*What needs to be done:*
If a line of the data below contains the string "main", copy it into your answer.

Stored items:
⁂
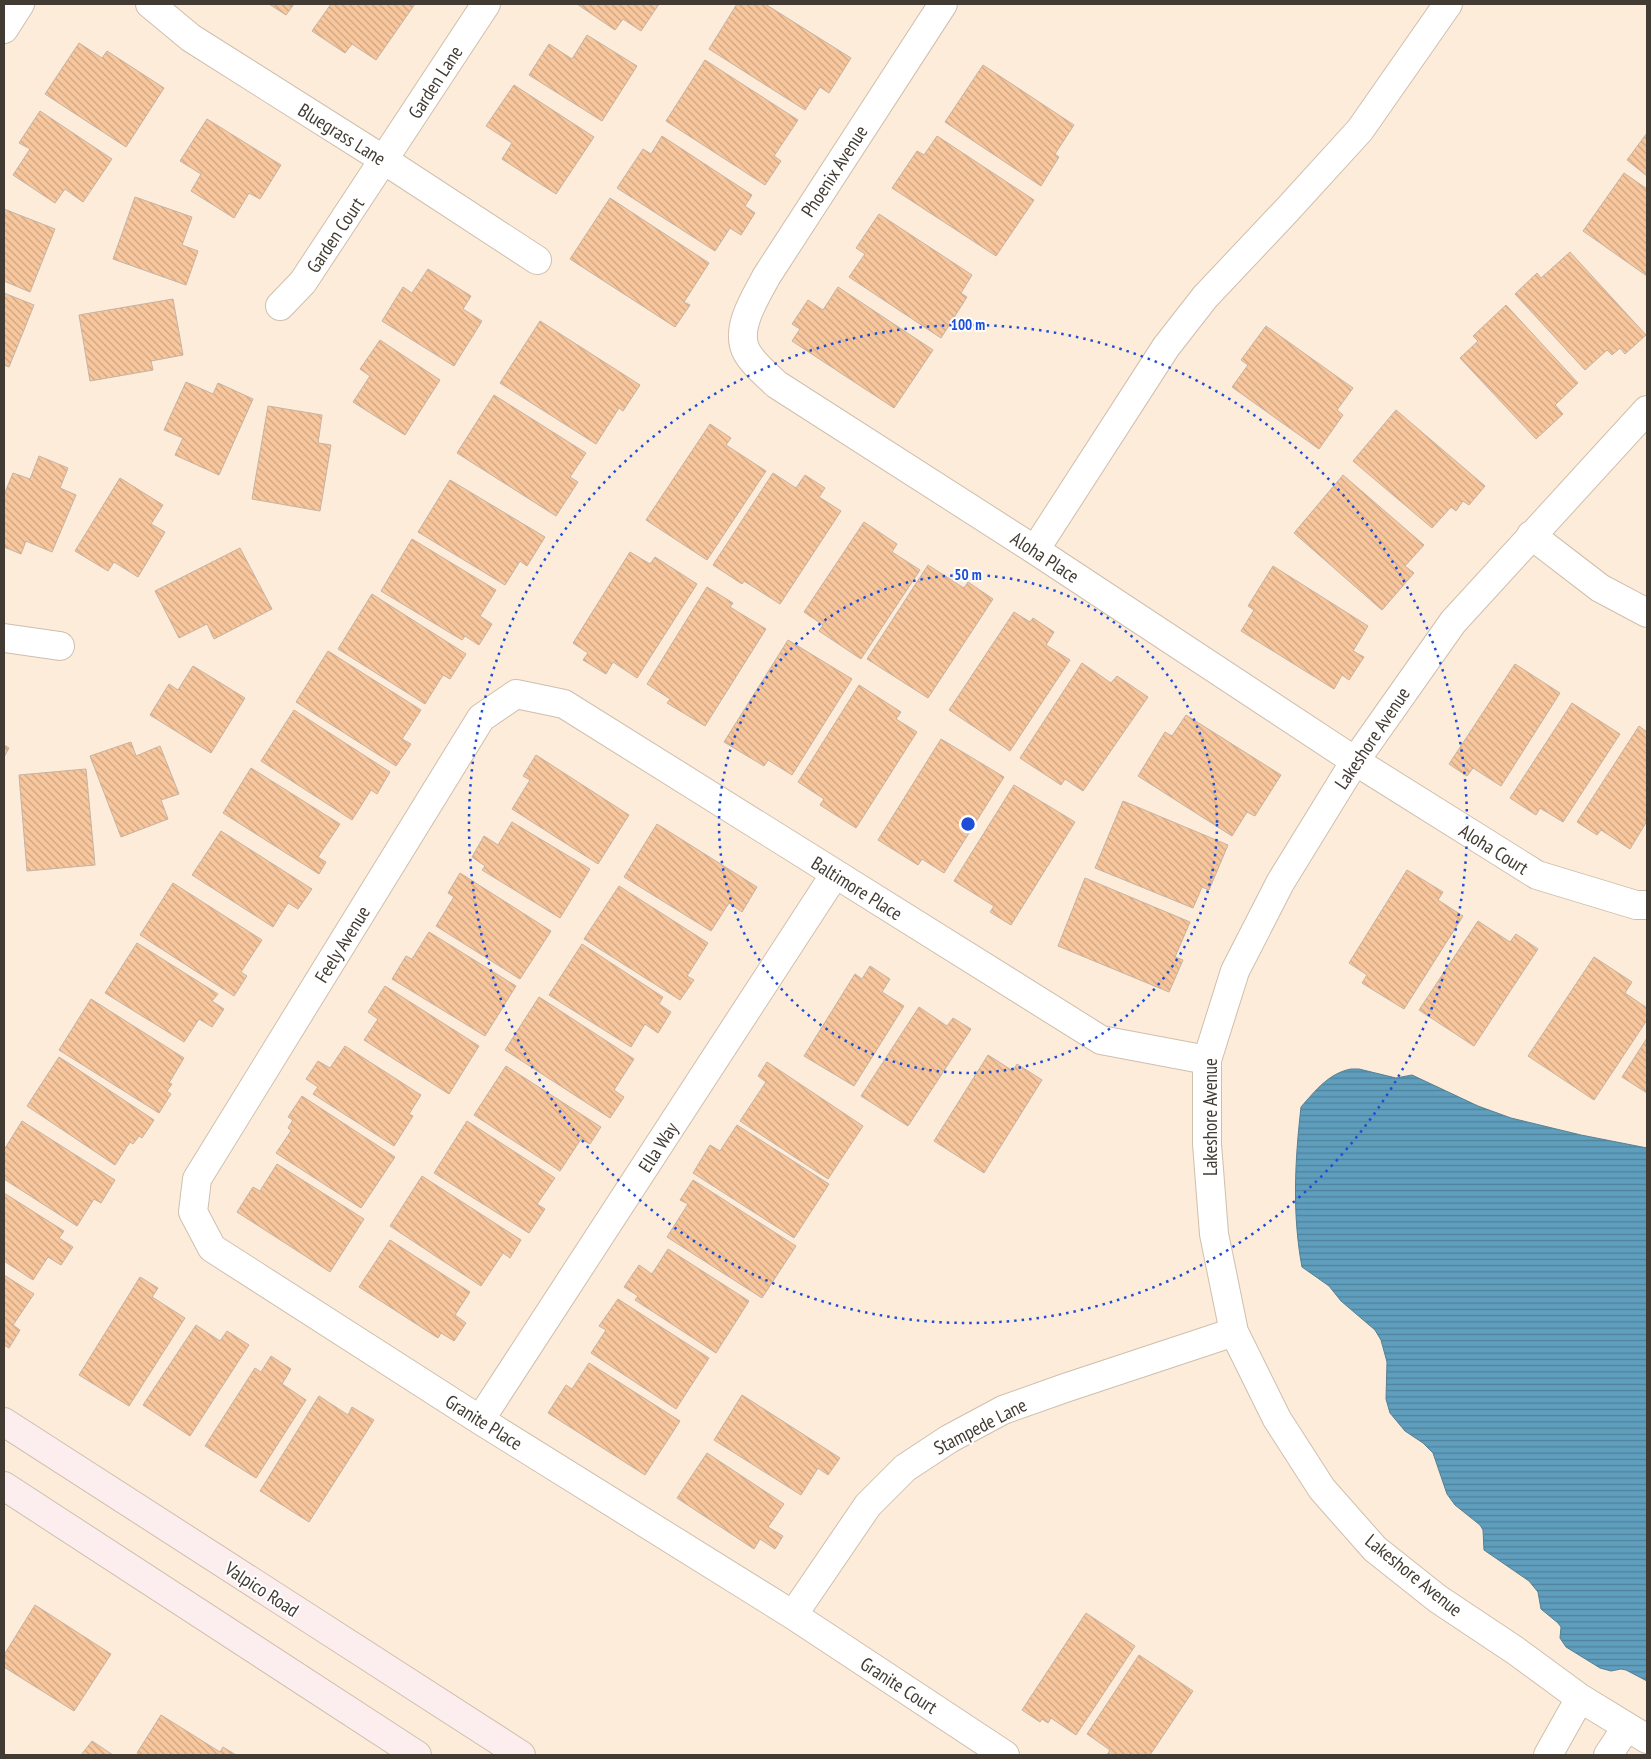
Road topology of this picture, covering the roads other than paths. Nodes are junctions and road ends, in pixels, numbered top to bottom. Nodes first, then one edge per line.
1 (20, 4) edge
2 (150, 4) edge
3 (486, 4) edge
4 (943, 4) edge
5 (1448, 4) edge
6 (4, 29) edge
7 (384, 160) junction
8 (537, 260) dead end
9 (280, 306) dead end
10 (744, 345) joint
11 (1647, 410) edge
12 (1531, 535) junction
13 (1035, 550) junction
14 (1647, 613) edge
15 (4, 638) edge
16 (60, 646) dead end
17 (516, 694) joint
18 (1355, 761) junction
19 (835, 874) junction
20 (1647, 905) edge
21 (1207, 1060) junction
22 (193, 1212) joint
23 (1234, 1332) junction
24 (480, 1420) junction
25 (4, 1422) edge
26 (4, 1486) edge
27 (793, 1615) junction
28 (1580, 1698) junction
29 (1637, 1733) edge
30 (417, 1755) edge
31 (521, 1755) edge
32 (1005, 1755) edge
33 (1548, 1755) edge
34 (1608, 1755) edge

1 - 6 street
2 - 7 street, Bluegrass Lane
3 - 7 street, Garden Lane
4 - 10 street, Phoenix Avenue
5 - 13 street
7 - 8 street, Bluegrass Lane
7 - 9 street, Garden Court
10 - 13 street, Aloha Place
11 - 12 street, Lakeshore Avenue
12 - 14 street
12 - 18 street, Lakeshore Avenue
13 - 18 street, Aloha Place
15 - 16 street
17 - 19 street, Baltimore Place
17 - 22 street, Feely Avenue
18 - 20 street, Aloha Court
18 - 21 street, Lakeshore Avenue
19 - 21 street, Baltimore Place
19 - 24 street, Ella Way
21 - 23 street, Lakeshore Avenue
22 - 24 street, Granite Place
23 - 27 street, Stampede Lane
23 - 28 street, Lakeshore Avenue
24 - 27 street, Granite Place
25 - 31 main road, Valpico Road
26 - 30 main road
27 - 32 street, Granite Court
28 - 29 street, Lakeshore Avenue
28 - 33 street
29 - 34 street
⁂
*Written reply:*
25 - 31 main road, Valpico Road
26 - 30 main road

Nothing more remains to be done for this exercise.